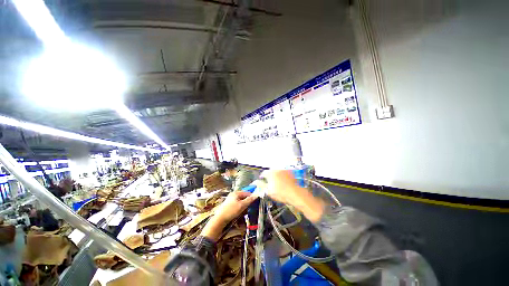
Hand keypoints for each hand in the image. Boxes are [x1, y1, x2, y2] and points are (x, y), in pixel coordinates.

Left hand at [213, 192, 256, 224]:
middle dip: (247, 201)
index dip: (251, 196)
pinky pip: (237, 204)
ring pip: (241, 201)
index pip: (247, 192)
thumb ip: (249, 200)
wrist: (220, 219)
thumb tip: (256, 195)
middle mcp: (233, 194)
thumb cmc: (231, 211)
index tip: (255, 202)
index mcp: (236, 193)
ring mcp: (230, 199)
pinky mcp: (229, 205)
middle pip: (243, 196)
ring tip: (245, 210)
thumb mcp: (242, 205)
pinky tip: (241, 211)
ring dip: (244, 205)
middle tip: (250, 207)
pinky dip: (240, 207)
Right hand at [259, 170, 300, 204]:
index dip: (262, 177)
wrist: (295, 194)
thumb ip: (261, 185)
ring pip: (277, 172)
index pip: (263, 173)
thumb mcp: (268, 191)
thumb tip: (255, 182)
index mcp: (270, 173)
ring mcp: (284, 170)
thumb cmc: (280, 193)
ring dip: (276, 176)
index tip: (263, 181)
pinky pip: (284, 173)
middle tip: (270, 183)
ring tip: (278, 183)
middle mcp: (277, 169)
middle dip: (269, 176)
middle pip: (270, 172)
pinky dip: (282, 176)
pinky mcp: (290, 172)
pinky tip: (284, 182)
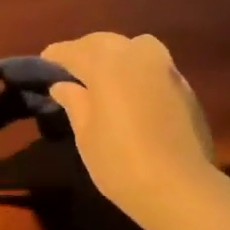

•••••

Work request: Copy out precisely the lines from the line with "wrist: (295, 194)" to the line with "ring tip: (278, 183)" in the material above, including those two lines and omitting all the rest.

Response for this exercise:
wrist: (295, 194)
thumb ip: (261, 185)
ring pip: (277, 172)
index pip: (263, 173)
thumb mcp: (268, 191)
thumb tip: (255, 182)
index mcp: (270, 173)
ring mcp: (284, 170)
thumb cmc: (280, 193)
ring dip: (276, 176)
index tip: (263, 181)
pinky pip: (284, 173)
middle tip: (270, 183)
ring tip: (278, 183)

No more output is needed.